3.) You’re not old enough to drive. Judging by the comments on many car-related forums, many people who are most excited about the release of any new car have a few years to go before they reach the pedals. Kids, here’s what you need to do: Go with Mom and Dad to the aforementioned First Prime #1 Auto Group Chevrolet Buick Pontiac GMC, just off Exit 15. Get Dad out of the Certified Pre-Owned Pontiac Montana he went there to buy and tell him you want to sit with him in the Camaro. While Dad admires the optional center console gauge cluster, have Mom admire Dad and how he looks just like he did in high school with his ’71 Z28 that had Cherry Bombs and that bitchin' 8-track. When they buy the car, make sure you get to flog it on weekends. You don’t have to pay for that new transmission, so who cares?
4.) Your police department is facing budget cuts. Remember those unmarked Camaros that State Troopers used to scare the living snot out of speeders? You’d be happily cruising fifteen miles an hour over the limit along an open stretch of highway when, out of nowhere, blue lights would be flashing from the dash of the blur that just pulled you over.

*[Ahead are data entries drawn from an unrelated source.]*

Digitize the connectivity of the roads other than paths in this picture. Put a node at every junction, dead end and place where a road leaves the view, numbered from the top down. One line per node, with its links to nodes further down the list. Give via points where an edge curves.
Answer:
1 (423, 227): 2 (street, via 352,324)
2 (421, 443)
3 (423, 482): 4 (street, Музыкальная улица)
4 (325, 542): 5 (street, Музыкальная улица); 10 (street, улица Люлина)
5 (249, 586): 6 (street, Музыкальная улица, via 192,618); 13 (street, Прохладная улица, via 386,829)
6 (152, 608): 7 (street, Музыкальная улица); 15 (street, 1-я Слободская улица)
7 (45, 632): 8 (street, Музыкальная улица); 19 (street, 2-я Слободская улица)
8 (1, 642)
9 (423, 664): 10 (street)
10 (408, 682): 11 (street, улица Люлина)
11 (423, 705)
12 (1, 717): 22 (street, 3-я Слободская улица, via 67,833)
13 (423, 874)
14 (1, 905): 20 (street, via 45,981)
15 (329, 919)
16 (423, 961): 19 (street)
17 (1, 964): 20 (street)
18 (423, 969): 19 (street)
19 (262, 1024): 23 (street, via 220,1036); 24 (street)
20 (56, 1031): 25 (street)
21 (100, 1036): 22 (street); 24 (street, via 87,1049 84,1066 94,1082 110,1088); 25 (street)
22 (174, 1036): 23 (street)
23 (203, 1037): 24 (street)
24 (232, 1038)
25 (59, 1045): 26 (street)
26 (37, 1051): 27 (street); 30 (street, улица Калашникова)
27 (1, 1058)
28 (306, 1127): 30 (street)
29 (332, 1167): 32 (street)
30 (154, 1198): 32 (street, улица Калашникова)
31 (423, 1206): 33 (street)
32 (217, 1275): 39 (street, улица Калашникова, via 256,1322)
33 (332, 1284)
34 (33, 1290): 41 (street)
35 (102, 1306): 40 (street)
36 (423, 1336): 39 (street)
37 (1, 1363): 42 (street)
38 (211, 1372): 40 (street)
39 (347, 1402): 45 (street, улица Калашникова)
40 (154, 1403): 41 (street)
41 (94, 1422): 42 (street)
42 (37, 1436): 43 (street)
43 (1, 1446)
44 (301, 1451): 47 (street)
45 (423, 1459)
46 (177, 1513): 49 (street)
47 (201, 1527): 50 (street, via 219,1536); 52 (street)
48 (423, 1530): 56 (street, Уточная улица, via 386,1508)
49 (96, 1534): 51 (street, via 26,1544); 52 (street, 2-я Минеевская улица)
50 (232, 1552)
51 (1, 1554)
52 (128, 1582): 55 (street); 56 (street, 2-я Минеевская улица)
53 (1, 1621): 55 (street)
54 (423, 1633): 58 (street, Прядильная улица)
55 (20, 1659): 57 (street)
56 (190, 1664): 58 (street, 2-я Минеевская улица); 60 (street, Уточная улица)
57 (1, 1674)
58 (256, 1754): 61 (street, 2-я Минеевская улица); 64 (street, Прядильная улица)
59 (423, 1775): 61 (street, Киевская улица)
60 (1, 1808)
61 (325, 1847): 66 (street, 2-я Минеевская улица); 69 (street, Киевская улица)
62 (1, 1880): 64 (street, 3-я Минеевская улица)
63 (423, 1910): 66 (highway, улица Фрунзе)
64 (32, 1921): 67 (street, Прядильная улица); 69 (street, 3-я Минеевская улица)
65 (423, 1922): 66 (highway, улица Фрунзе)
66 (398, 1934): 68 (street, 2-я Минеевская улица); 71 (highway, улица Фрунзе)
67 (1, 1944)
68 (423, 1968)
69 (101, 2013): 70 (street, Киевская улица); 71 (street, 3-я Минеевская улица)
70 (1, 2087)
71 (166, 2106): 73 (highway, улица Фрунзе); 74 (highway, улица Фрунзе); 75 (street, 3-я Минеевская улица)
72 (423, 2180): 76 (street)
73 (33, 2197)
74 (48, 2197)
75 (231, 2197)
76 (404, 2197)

It was an awesome sight, as long as it didn’t happen to you. Even if the chief says there isn’t enough room in the budget, try to see if your local Chevy dealer (see #1) can at least donate a D.A.R.E. car.
5.) It’s not made in America. If you want an American-built car, get a Honda or Toyota. If you want to save the domestic auto industry, buy a GM or a Ford or a Chrysler. In fact, many of the quintessentially “American” cars are more North American – even the mighty Grand Marquis is built in Ontario. Plus, the Oshawa, ON plant is rated as one of the highest-quality in North America, so your new Chevy won’t rust or break down like your ’81 Citation. GM saves money by not having to provide health insurance for its Canadian employees, and squeezes more badly-needed profits out of each and every Camaro. You win, GM wins.
If you can find any better excuses for not buying a 2010 Camaro, just let us know. We’ll straighten you out.